Correct implementation of the bubble sort with a while loop
def bubble_sort(list)
return list if list.size <= 1 # already sorted
swapped = true
while swapped do
swapped = false
0.upto(list.size-2) do |i|
if list[i] > list[i+1]
list[i], list[i+1] = list[i+1], list[i] # swap values
swapped = true
end
end
end
list
end
arr = [4,2,5,1]
loop until arr.each_cons(2).with_index.none?{|(x,y),i| arr[i],arr[i+1] = y,x if x > y}
p arr #=> [1, 2, 4, 5]
Source
def bubble_sort(list)
return list if list.size <= 1 # already sorted
loop do
swapped = false
0.upto(list.size-2) do |i|
if list[i] > list[i+1]
list[i], list[i+1] = list[i+1], list[i] # swap values
swapped = true
end
end
break unless swapped
end
list
end
Although I would certainly recommend something with a better run-time than bubblesort :)

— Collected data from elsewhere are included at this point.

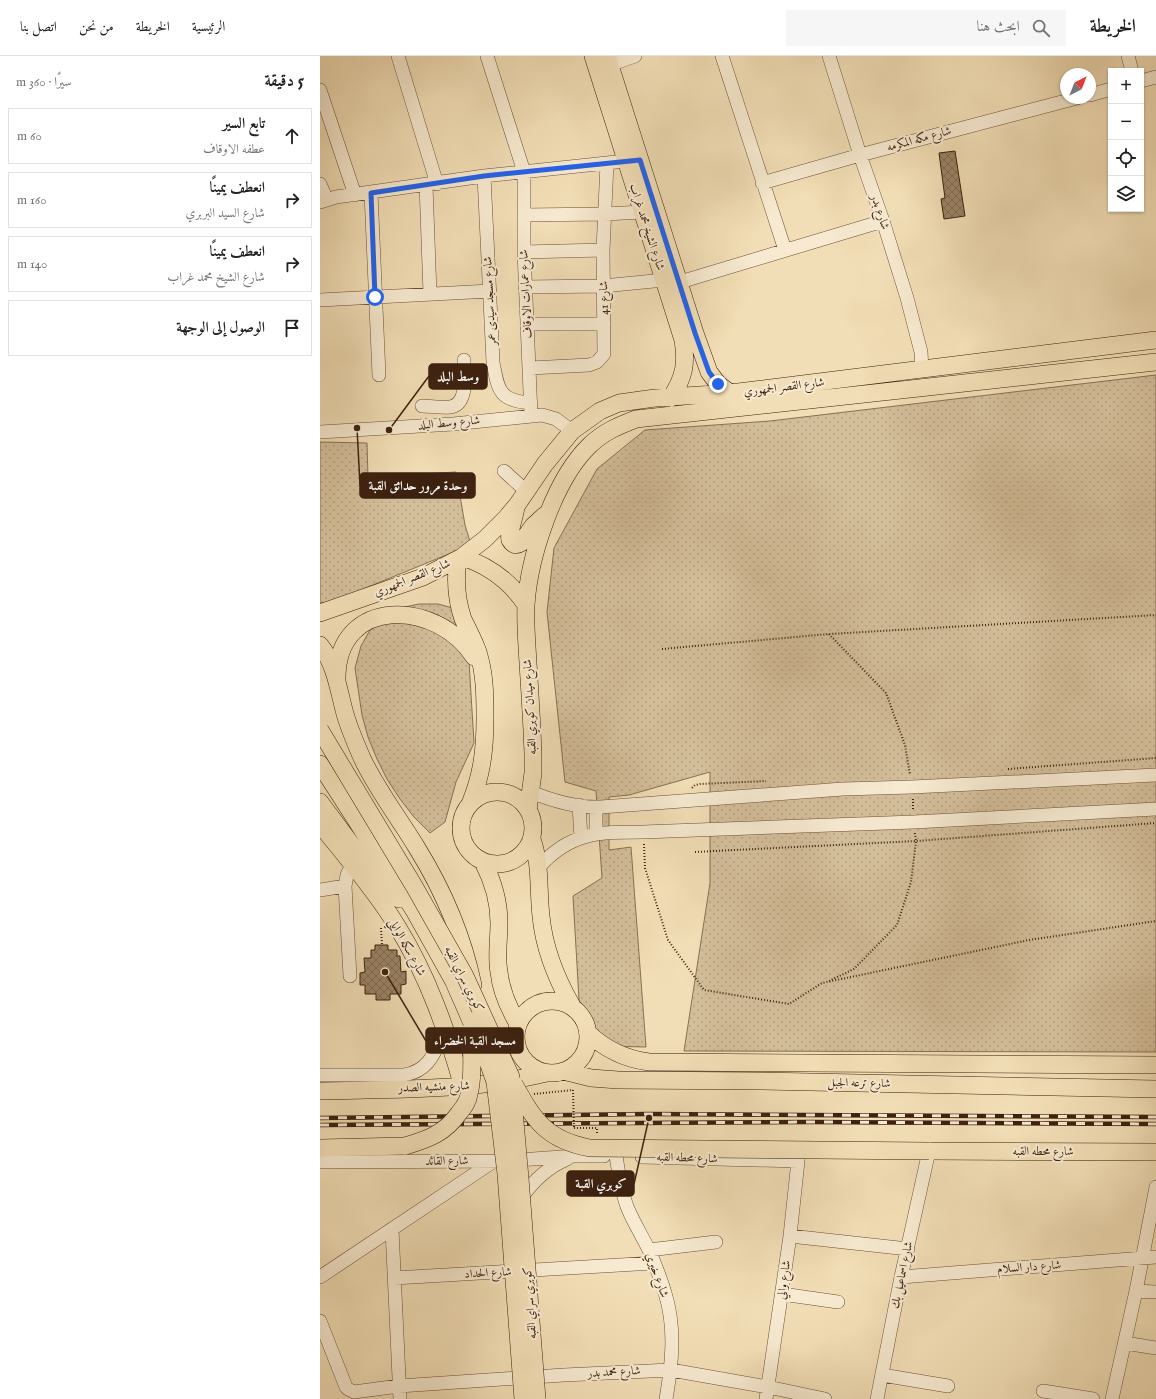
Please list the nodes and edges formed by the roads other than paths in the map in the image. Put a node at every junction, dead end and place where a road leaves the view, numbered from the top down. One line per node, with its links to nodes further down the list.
1 (398, 56): 22 (street)
2 (487, 56): 18 (street, شارع عمارات الاوقاف)
3 (635, 56): 7 (street)
4 (722, 56): 20 (street)
5 (829, 56): 15 (street, شارع بدر)
6 (1128, 56): 8 (street)
7 (602, 61): 16 (main road, شارع الشيخ محمد غراب)
8 (1131, 68)
9 (1156, 77): 10 (street)
10 (1144, 80)
11 (320, 90): 24 (street)
12 (1108, 90): 13 (street)
13 (1096, 93)
14 (1060, 102): 15 (street, شارع مكه المكرمه)
15 (860, 155): 20 (street, شارع مكه المكرمه); 29 (street, شارع بدر)
16 (633, 161): 17 (street); 26 (main road, شارع الشيخ محمد غراب); 33 (main road, شارع الشيخ محمد غراب)
17 (607, 164): 18 (street); 27 (street, شارع 41)
18 (524, 172): 19 (street); 28 (street, شارع عمارات الاوقاف)
19 (484, 176): 22 (street); 36 (street, شارع مسجد سيدى عمر)
20 (762, 183): 31 (street)
21 (320, 184): 25 (street)
22 (432, 185): 23 (street); 37 (street)
23 (371, 193): 24 (street); 38 (street)
24 (355, 195): 25 (street)
25 (324, 201)
26 (642, 212): 27 (street); 33 (main road, شارع الشيخ محمد غراب)
27 (604, 214): 28 (street); 30 (street, شارع 41)
28 (524, 215): 32 (street, شارع عمارات الاوقاف)
29 (883, 221): 31 (street); 46 (street, شارع بدر)
30 (603, 250): 32 (street); 34 (street, شارع 41)
31 (785, 250): 33 (street)
32 (524, 252): 35 (street, شارع عمارات الاوقاف)
33 (670, 282): 34 (street); 48 (main road, شارع الشيخ محمد غراب); 49 (main road, شارع الشيخ محمد غراب)
34 (604, 286): 35 (street); 41 (street, شارع 41)
35 (526, 287): 40 (street, شارع عمارات الاوقاف)
36 (490, 291): 37 (street); 52 (street, شارع مسجد سيدى عمر)
37 (430, 294): 38 (street)
38 (375, 297): 39 (street); 47 (street)
39 (320, 300)
40 (527, 324): 41 (street); 45 (street, شارع عمارات الاوقاف)
41 (604, 324): 45 (street, شارع 41)
42 (1156, 340): 46 (main road, شارع القصر الجمهوري)
43 (464, 360): 51 (street)
44 (1156, 362): 59 (main road, شارع القصر الجمهوري)
45 (530, 368): 52 (street, شارع عمارات الاوقاف)
46 (922, 370): 48 (main road, شارع القصر الجمهوري)
47 (380, 375)
48 (730, 393): 49 (main road, شارع القصر الجمهوري)
49 (671, 398): 54 (main road, شارع القصر الجمهوري)
50 (422, 406): 51 (street)
51 (451, 407): 53 (street)
52 (531, 409): 53 (street, شارع وسط البلد); 54 (street, شارع وسط البلد)
53 (453, 424): 55 (street, شارع وسط البلد)
54 (572, 431): 57 (main road, شارع القصر الجمهوري)
55 (320, 432)
56 (504, 471): 57 (street)
57 (526, 491): 58 (main road, شارع القصر الجمهوري)
58 (517, 505): 59 (main road); 60 (main road, شارع القصر الجمهوري)
59 (550, 511): 61 (main road, شارع القصر الجمهوري)
60 (460, 558): 61 (main road); 62 (main road, شارع القصر الجمهوري); 64 (main road)
61 (526, 605): 69 (main road, شارع ميدان كوبري القبه)
62 (320, 613)
63 (320, 645): 65 (main road)
64 (483, 673): 65 (main road); 71 (main road)
65 (337, 678): 87 (main road, bridge)
66 (320, 730): 87 (main road, كوبري سراي القبه, bridge)
67 (320, 764): 85 (main road, كوبري سراي القبه)
68 (1156, 774): 73 (street)
69 (531, 792): 72 (street); 75 (main road, شارع ميدان كوبري القبه)
70 (320, 802): 85 (main road)
71 (470, 804): 75 (main road); 80 (main road)
72 (579, 805): 73 (street); 78 (street)
73 (596, 808): 77 (street)
74 (1156, 808): 77 (street)
75 (528, 810): 79 (main road)
76 (320, 824): 81 (main road, شارع سكه الوايلي)
77 (596, 834): 78 (street)
78 (581, 838): 82 (street)
79 (532, 839): 80 (main road); 82 (main road)
80 (483, 862): 90 (main road)
81 (352, 865): 83 (street); 91 (main road, شارع سكه الوايلي)
82 (539, 867): 88 (main road)
83 (345, 886): 84 (street); 86 (street)
84 (320, 890)
85 (415, 912): 89 (main road, كوبري سراي القبه)
86 (350, 976)
87 (476, 999): 99 (main road, كوبري سراي القبه, bridge)
88 (572, 1006): 90 (main road); 92 (main road)
89 (471, 1021): 104 (main road, bridge); 141 (main road, كوبري سراي القبه, bridge)
90 (518, 1024): 93 (main road)
91 (445, 1030): 94 (main road, شارع سكه الوايلي); 98 (street)
92 (588, 1033): 95 (main road, شارع ترعه الجبل); 97 (main road)
93 (517, 1048): 94 (main road); 97 (main road)
94 (454, 1058): 101 (main road, شارع سكه الوايلي)
95 (760, 1064): 96 (main road, شارع ترعه الجبل); 100 (main road)
96 (1156, 1066)
97 (555, 1072): 100 (main road, شارع ترعه الجبل); 101 (main road, شارع منشيه الصدر)
98 (320, 1075)
99 (511, 1077): 105 (main road, شارع محطه القبه, bridge); 142 (main road, كوبري سراي القبه, bridge)
100 (760, 1081): 102 (main road, شارع ترعه الجبل)
101 (463, 1087): 103 (main road, شارع منشيه الصدر)
102 (1156, 1089)
103 (320, 1091)
104 (320, 1148)
105 (929, 1151): 106 (main road, شارع محطه القبه); 117 (street, شارع اسماعيل بك)
106 (1156, 1152)
107 (575, 1156): 108 (street, شارع محطه القبه); 110 (street, شارع القائد); 113 (street)
108 (616, 1156): 109 (street, شارع محطه القبه); 118 (street, شارع خيري)
109 (798, 1160): 115 (street, شارع والي)
110 (499, 1161): 111 (street, شارع القائد); 113 (street); 114 (street)
111 (320, 1162)
112 (1156, 1187): 120 (street)
113 (522, 1197): 122 (street)
114 (392, 1229): 123 (street); 125 (street)
115 (790, 1236): 117 (street); 128 (street, شارع والي)
116 (716, 1242): 118 (street)
117 (908, 1249): 124 (street, شارع اسماعيل بك)
118 (649, 1250): 121 (street, شارع خيري)
119 (1156, 1257): 120 (street, شارع دار السلام)
120 (1142, 1258): 124 (street, شارع دار السلام); 126 (street)
121 (654, 1263): 122 (street, شارع الحداد); 133 (street, شارع خيري)
122 (526, 1271): 125 (street, شارع الحداد); 135 (street)
123 (320, 1277)
124 (901, 1277): 134 (street, شارع اسماعيل بك)
125 (394, 1278): 136 (street)
126 (1136, 1291): 127 (street); 131 (street)
127 (1156, 1292)
128 (782, 1294): 129 (street); 139 (street, شارع والي)
129 (838, 1302)
130 (320, 1321): 136 (street, شارع محمد بدر)
131 (1125, 1343): 132 (street); 147 (street)
132 (1156, 1348)
133 (671, 1370): 135 (street, شارع محمد بدر); 139 (street, شارع محمد بدر); 143 (street, شارع خيري)
134 (882, 1375): 137 (street); 145 (street, شارع اسماعيل بك)
135 (534, 1377): 136 (street, شارع محمد بدر); 142 (street)
136 (399, 1386): 140 (street)
137 (948, 1386)
138 (1043, 1391): 146 (street)
139 (767, 1393): 144 (street, شارع محمد بدر)
140 (400, 1399)
141 (523, 1399)
142 (536, 1399)
143 (666, 1399)
144 (825, 1399)
145 (877, 1399)
146 (1093, 1399)
147 (1112, 1399)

Here's my version of the top answer. It calls size on the array only once instead of every loop. It doesn't compare elements once they have moved to the end of the array.
And the while loop quits one loop sooner. You're done once you've gone through the whole array and only did one swap, so no need to do another with 0 swaps.
def bubble_sort(list)
iterations = list.size - 2
return list unless iterations > 0 # already sorted
swaps = 2
while swaps > 1 do
swaps = 0
0.upto(iterations) do |i|
if list[i] > list[i + 1]
list[i], list[i + 1] = list[i + 1], list[i] # swap values
swaps += 1
end
end
iterations -= 1
end
list
end
Running this test takes 25% less time.
that_array = this_array = [22,66,4,44,5,7,392,22,8,77,33,118,99,6,1,62,29,14,139,2]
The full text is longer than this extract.